TASK INSTRUCTIONS >>
Please copy each line from the entries that contains the string "every".

Stored items:
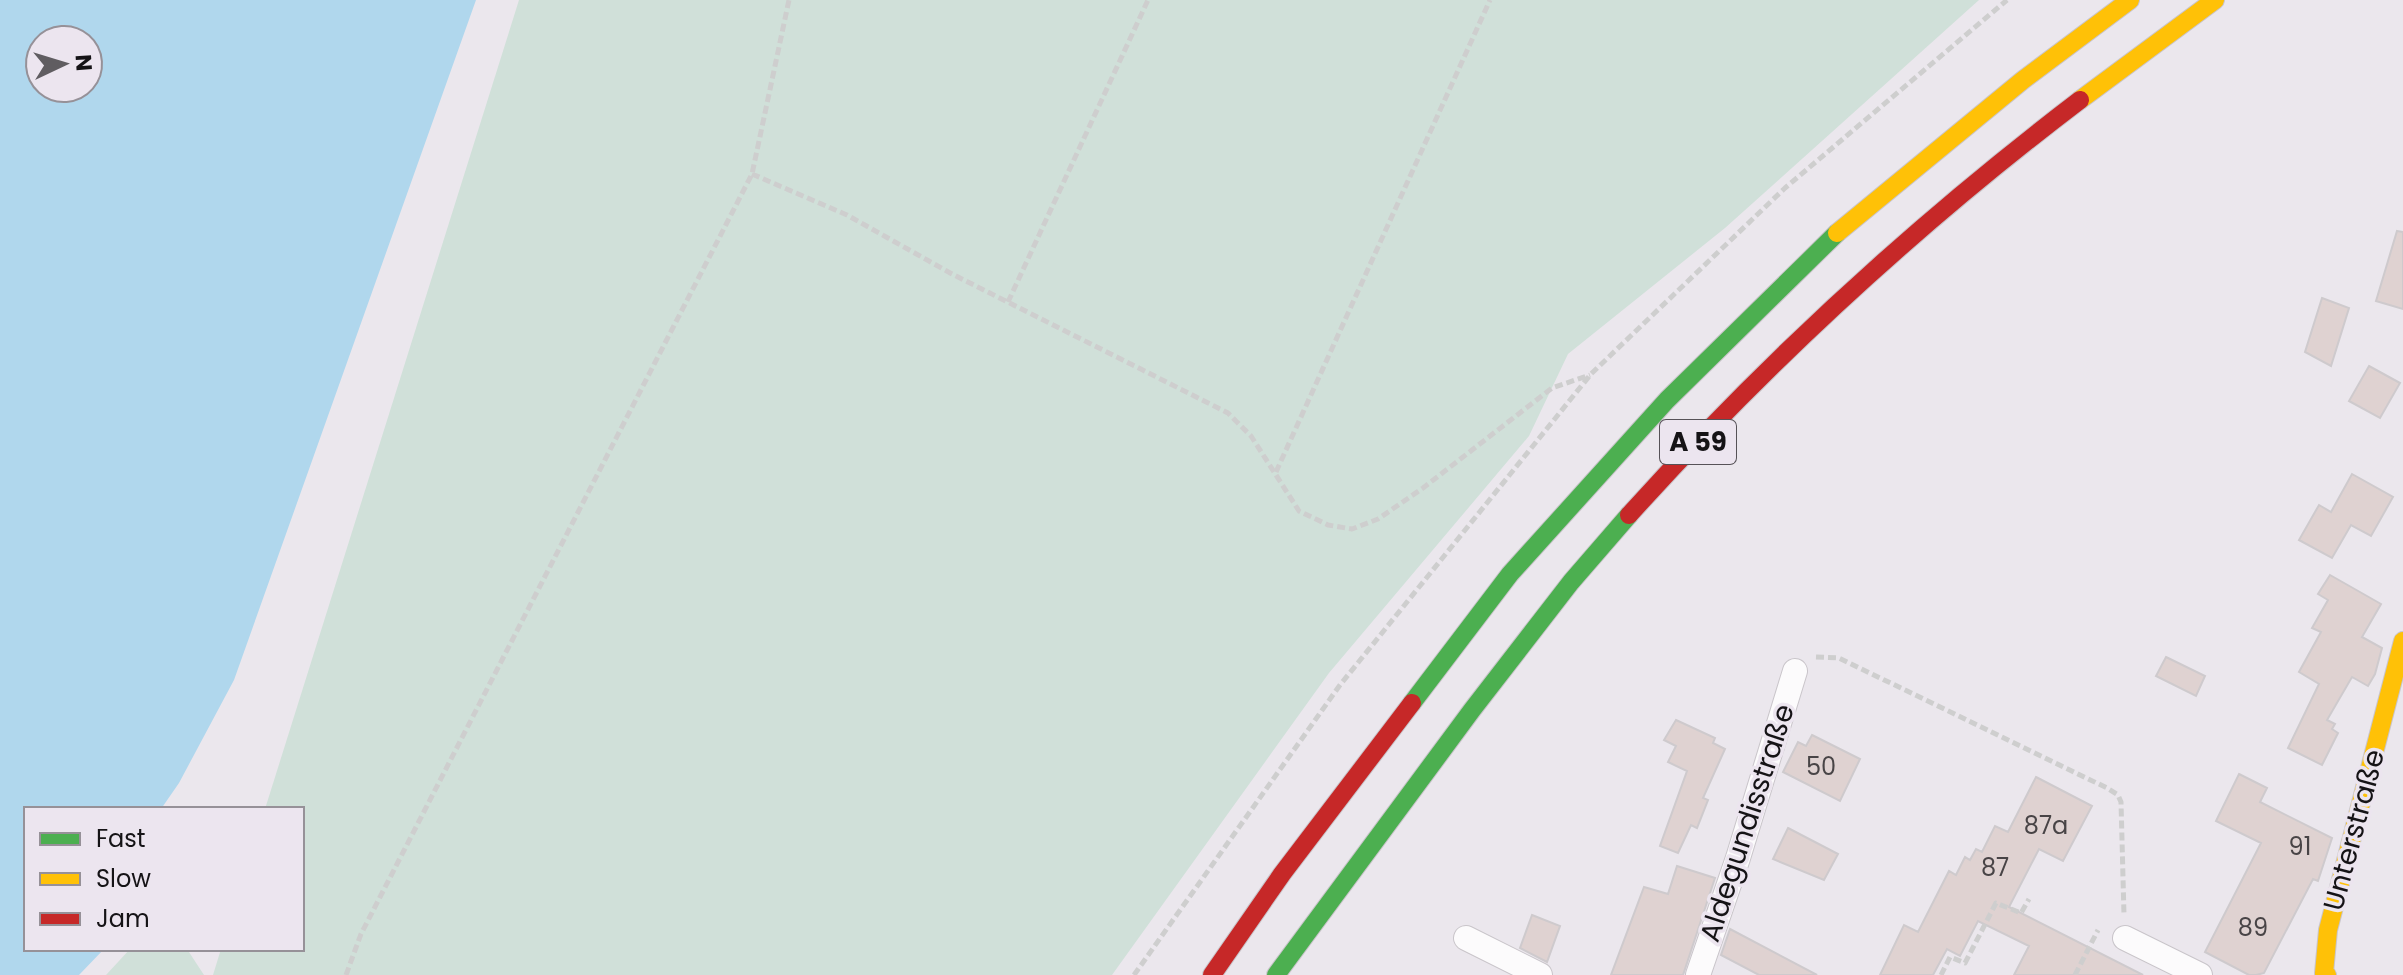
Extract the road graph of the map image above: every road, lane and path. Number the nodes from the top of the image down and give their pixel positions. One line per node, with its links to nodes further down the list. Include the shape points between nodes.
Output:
1 (789, 0): 7 (path)
2 (1148, 0): 8 (path)
3 (1490, 0): 10 (path)
4 (2007, 0): 9 (path, via 1785,188)
5 (2130, 0): 20 (main road, A 59, via 1852,218 1667,400 1510,574)
6 (2215, 0): 21 (main road, A 59, via 1931,220 1735,403 1615,530 1542,620)
7 (752, 174): 8 (path, via 847,215); 18 (path, via 361,934)
8 (1008, 302): 10 (path, via 1228,413)
9 (1591, 374): 10 (path, via 1552,388 1423,488 1378,519 1352,529 1299,511); 19 (path, via 1340,685)
10 (1276, 473)
11 (2403, 641): 17 (main road, Unterstraße, via 2328,930)
12 (1795, 671): 16 (path, via 1816,657 1839,658 2118,795); 23 (street, Aldegundisstraße)
13 (2029, 899): 24 (path, via 2021,913 1996,903 1965,963 1950,957)
14 (2098, 929): 25 (path)
15 (1466, 938): 22 (street)
16 (2125, 938): 26 (street)
17 (2324, 974)
18 (346, 975)
19 (1134, 975)
20 (1212, 975)
21 (1276, 975)
22 (1540, 975)
23 (1698, 975)
24 (1941, 975)
25 (2075, 975)
26 (2200, 975)

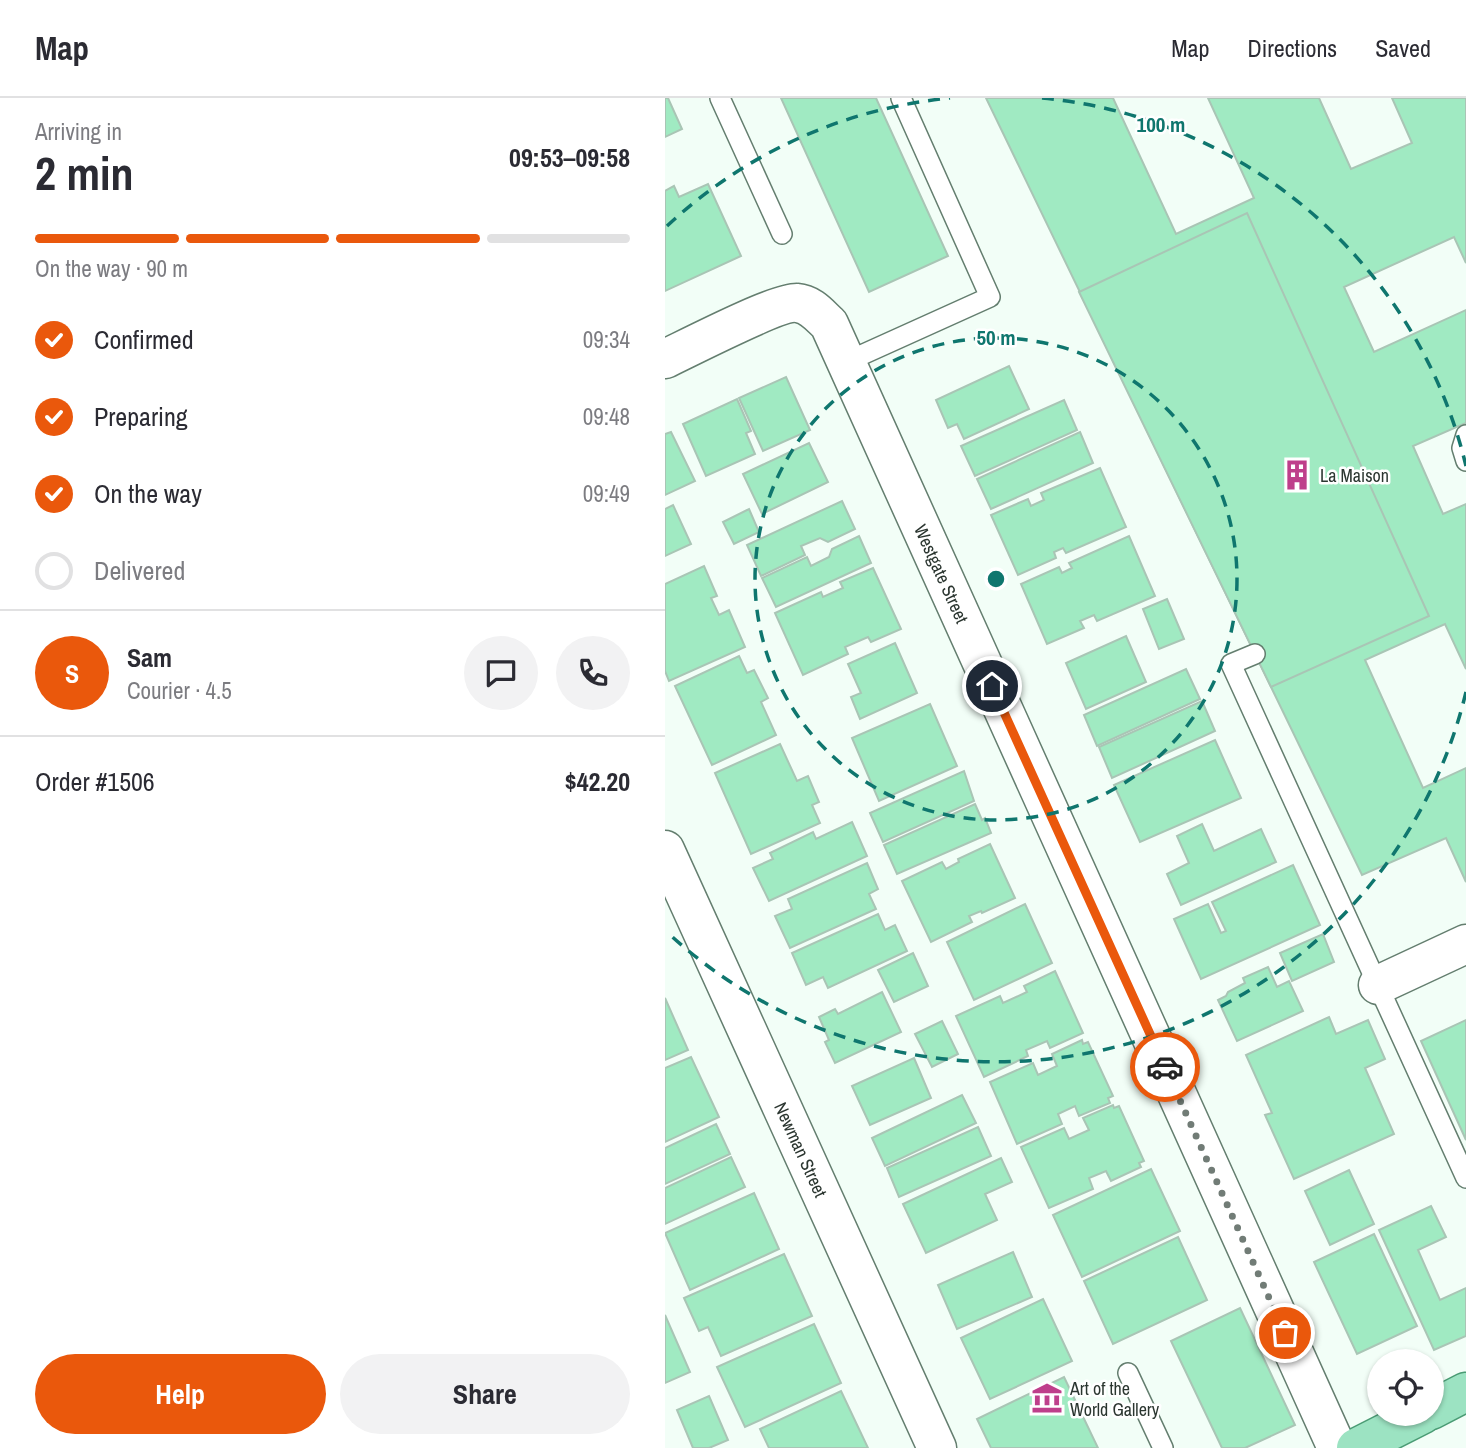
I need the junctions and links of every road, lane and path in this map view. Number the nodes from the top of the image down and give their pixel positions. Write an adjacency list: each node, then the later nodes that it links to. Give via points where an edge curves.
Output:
1 (720, 98): 3 (lane)
2 (901, 98): 5 (lane, via 990,297)
3 (782, 234)
4 (665, 359): 5 (street, Westgate Street, via 776,308 797,303 813,309 829,324)
5 (846, 362): 20 (street, Westgate Street)
6 (1466, 435): 7 (lane, via 1462,448)
7 (1466, 461)
8 (1255, 654): 11 (lane, via 1231,664)
9 (665, 850): 19 (street, Newman Street)
10 (1466, 944): 11 (street)
11 (1378, 985): 12 (lane)
12 (1466, 1178)
13 (1128, 1373): 18 (lane)
14 (1466, 1392): 15 (main road)
15 (1444, 1403)
16 (1402, 1426): 17 (main road)
17 (1370, 1444)
18 (1160, 1447)
19 (937, 1448)
20 (1337, 1448)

RESPONSE BELOW >>
Extract the road graph of the map image above: every road, lane and path. Number the nodes from the top of the image down and give their pixel positions. One line per node, with its links to nodes further down the list. Include the shape points between nodes.
I need the junctions and links of every road, lane and path in this map view. Number the nodes from the top of the image down and give their pixel positions. Write an adjacency list: each node, then the later nodes that it links to. Give via points where an edge curves.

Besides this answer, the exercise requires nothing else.